What is Tiny Epic Defenders?
Tiny Epic Defenders is cooperative game for one to four players where you have to defend the different regions of Aughmoore from invading hostile creatures.
The world of Aughmoore is represented by seven cards: a central capital city and six regions around it. In a solo game you take control of two meeples. Every round you go through a growing deck of enemy cards, flipping them over one at a time. Certain cards in the enemy deck let you take actions with your meeples to keep the threat under control, but most cards contain two regions that get attacked. If one of your meeples is in such a region you can defend against the attack if you can and want to. If an attack against a destroyed region goes undefended, the hit gets transferred to the capital city. You lose when the capital city gets destroyed.
After five rounds an epic foe card gets revealed. Your only way to win is to reduce the boss’ health to zero before the capital city gets destroyed.
How does it play?
Before you start playing the game you have to do a tiny bit of setup:
- Lay out the regions. Take the seven region cards and place the six regular regions around the capital city card. Every region is double sided, with each side having a different region ability. Choose which side you want to use or pick them at random. Place two meeples on the capital city. Every region gets a threat token placed on the zero space.
- Create the turn deck. Take three random face down enemy cards and shuffle them. Take two defender cards corresponding to the color of meeples you want to use and two “all defender” cards and shuffle them. Place the shuffled enemy cards on top of the shuffled defender cards.
- Create the horde deck. Take three more random enemy cards, shuffle in two random dire enemy cards and place the five cards face down on top of a random face down epic foe card.
- Choose two characters to play as. Pick two of the 10 hero cards. Each hero comes with a certain maximum amount of health and a unique ability.
That’s it, you’re ready to play!
Flip over a card from the turn deck. There are three possible card types: enemy cards, defender cards and dire enemy cards.

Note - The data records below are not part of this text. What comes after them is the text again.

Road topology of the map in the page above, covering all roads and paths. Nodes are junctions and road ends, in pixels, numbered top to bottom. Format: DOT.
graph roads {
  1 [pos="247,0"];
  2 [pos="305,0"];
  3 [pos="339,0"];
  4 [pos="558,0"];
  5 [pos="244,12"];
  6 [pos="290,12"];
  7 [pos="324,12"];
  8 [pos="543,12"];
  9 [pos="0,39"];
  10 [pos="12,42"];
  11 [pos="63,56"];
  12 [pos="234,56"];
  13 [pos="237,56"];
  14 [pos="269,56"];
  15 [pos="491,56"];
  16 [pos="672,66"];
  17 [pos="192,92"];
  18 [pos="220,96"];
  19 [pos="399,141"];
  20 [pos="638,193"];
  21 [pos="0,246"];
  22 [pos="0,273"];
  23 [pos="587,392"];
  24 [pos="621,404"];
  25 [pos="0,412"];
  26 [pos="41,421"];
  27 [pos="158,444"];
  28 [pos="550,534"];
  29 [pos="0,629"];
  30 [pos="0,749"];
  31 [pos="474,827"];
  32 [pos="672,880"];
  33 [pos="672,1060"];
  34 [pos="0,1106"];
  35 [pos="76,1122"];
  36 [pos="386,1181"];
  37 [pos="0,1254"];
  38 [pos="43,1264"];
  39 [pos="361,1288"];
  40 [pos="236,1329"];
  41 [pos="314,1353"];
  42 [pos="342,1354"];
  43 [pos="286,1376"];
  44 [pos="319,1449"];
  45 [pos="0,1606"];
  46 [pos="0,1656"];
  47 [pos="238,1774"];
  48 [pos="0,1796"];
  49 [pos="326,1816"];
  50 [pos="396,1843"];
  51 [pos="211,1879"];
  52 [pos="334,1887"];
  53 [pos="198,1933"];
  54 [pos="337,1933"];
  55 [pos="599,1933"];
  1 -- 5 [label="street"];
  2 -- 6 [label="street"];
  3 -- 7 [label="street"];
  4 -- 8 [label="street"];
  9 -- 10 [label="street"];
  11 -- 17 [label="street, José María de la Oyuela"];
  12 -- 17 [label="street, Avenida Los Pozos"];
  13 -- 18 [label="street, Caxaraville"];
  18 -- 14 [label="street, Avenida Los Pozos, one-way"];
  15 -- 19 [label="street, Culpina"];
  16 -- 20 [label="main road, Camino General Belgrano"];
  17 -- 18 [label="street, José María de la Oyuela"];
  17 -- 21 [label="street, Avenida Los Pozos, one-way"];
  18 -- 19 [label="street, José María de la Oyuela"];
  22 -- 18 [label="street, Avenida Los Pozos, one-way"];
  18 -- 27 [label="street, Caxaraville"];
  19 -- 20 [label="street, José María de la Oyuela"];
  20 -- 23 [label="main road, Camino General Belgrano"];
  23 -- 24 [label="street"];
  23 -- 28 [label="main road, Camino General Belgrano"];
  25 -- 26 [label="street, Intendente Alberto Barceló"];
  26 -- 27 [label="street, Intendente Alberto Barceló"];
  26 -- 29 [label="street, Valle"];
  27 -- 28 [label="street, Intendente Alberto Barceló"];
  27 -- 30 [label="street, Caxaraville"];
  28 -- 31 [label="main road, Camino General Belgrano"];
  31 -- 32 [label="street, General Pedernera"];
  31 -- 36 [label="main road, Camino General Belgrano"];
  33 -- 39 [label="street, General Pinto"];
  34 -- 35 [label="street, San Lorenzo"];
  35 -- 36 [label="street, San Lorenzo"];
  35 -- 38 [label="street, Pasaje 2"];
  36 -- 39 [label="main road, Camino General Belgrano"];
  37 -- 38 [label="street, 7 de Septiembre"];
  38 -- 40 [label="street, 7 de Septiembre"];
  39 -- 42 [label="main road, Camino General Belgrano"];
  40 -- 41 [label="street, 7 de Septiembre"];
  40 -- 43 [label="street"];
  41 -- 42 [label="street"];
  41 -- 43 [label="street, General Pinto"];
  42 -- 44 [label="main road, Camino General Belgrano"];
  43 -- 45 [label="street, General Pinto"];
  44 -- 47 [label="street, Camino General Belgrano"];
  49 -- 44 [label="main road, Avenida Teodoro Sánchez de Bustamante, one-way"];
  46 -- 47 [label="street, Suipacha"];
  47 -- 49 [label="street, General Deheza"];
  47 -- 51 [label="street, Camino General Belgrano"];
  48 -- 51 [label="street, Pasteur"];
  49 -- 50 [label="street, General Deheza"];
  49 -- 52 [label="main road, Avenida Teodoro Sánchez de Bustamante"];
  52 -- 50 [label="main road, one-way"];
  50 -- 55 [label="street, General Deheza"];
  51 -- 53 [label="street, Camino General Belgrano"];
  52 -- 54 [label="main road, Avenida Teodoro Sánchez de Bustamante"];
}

- Enemy cards. These show two regions that get attacked. If a region does not contain one of your meeples, you move the region’s threat token one space up. If it ever reaches the fourth space, that region gets destroyed. You indicate this by placing the card that destroyed it face up on top of the region. If the region does contain one of your meeples, you can choose to defend against the attack. Sacrificing one health prevents the threat level from getting raised.
- Dire enemy cards. These show only one region, but they cost two health to defend against. They also contain a nasty effect that gets triggered if you don’t defend against their attack. If you do defend against the attack though, you get to draw an artifact card. These artifact cards are items that give the defending meeple an extra ability for the remainder of the game. In addition to the card, you can also take the corresponding physical item and attach it to your meeple. There are two places for items that are held in the hands and one space for items that are held on the back (e.g. a cloak), limiting the number and type of items your meeples can hold.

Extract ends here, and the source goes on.